Vision Green Mangaluru

Like everyone, Jeeth too has a vision for Mangaluru that is a smart city in the making.

"I want Mangaluru to be the greenest city in India in the next five years. To be very frank, that's my vision. Before the city becomes smart I want it to be green. If I get some more support, another 5 Jeeths, it can happen. Another 5 years I'm sure it will. The average number of plants I am planting and few other organisations are, the forest department support, and with some more cooperation from the corportaion, we can definitely do it. We can plant up to 300 saplings, in a one km stretch, 600 saplings easily if planted on both sides.

"It is slightly disappointing we have a place for 'roadu and thodu' but have no plants. Smart city does not mean a concrete jungle. It means smart people. And lots of greenery. There was a movement called Quit India movement which was the need of the hour. Now we need a movement called 'Green India'.

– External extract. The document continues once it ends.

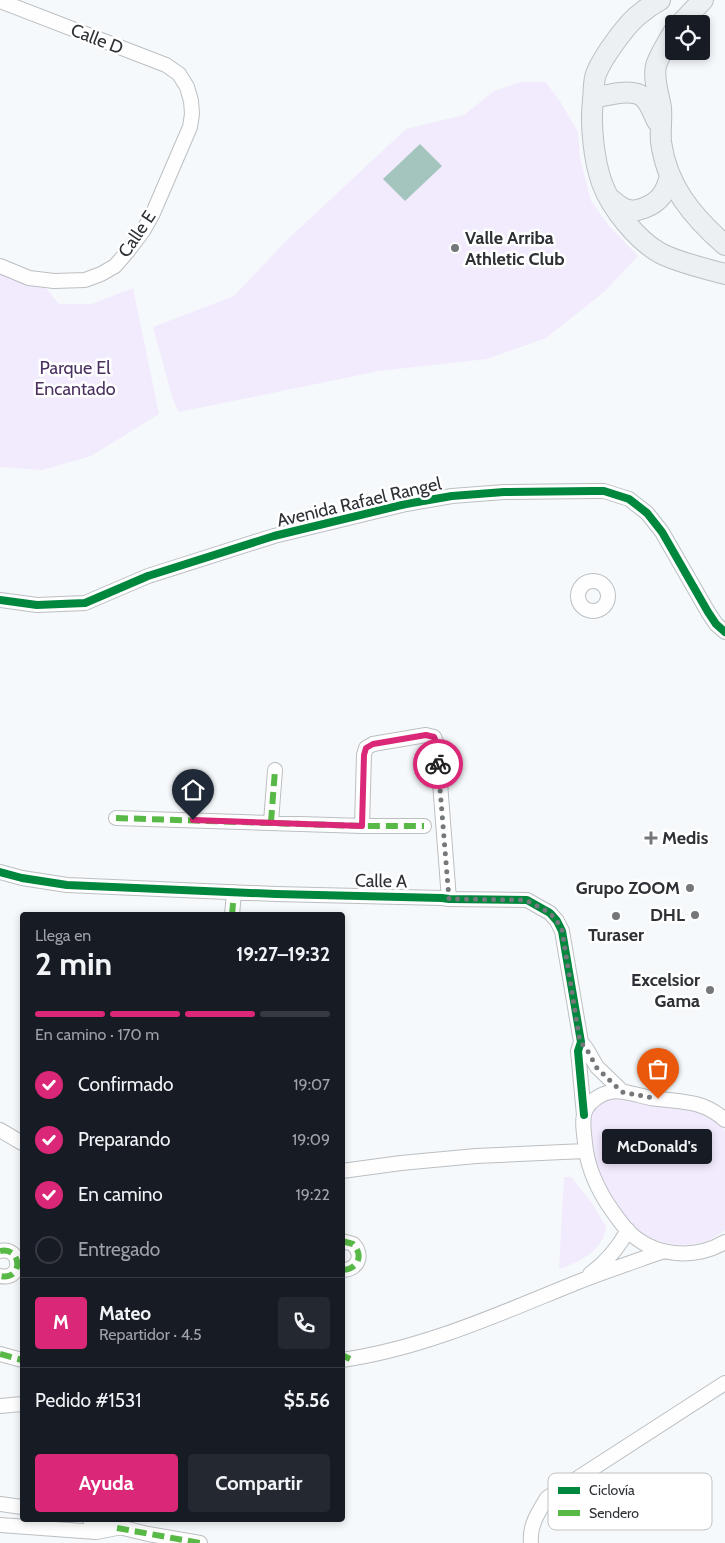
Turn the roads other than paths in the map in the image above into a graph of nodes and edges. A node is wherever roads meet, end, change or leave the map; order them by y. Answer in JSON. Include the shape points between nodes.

"The corporation is doing a great job about the waste. But segregation is a concern and must be made compulsory. Otherwise, we only make the landfill bigger. In spite of the announcement on the municipality vehicle, nobody listens but come out with their garbage bags. There should be a penalty for non-segregation. The dumping area is hell on earth. Every year the landfill catches fire. The smoke adds to the problem. One can find batteries and other hazardous materials. It's already late, to be frank.

"If rainwater harvesting, segregation of waste, and solar power for every house like in some countries are in place, you can find some changes. Otherwise, you simply have to keep writing, and I, have to keep talking," said Jeeth.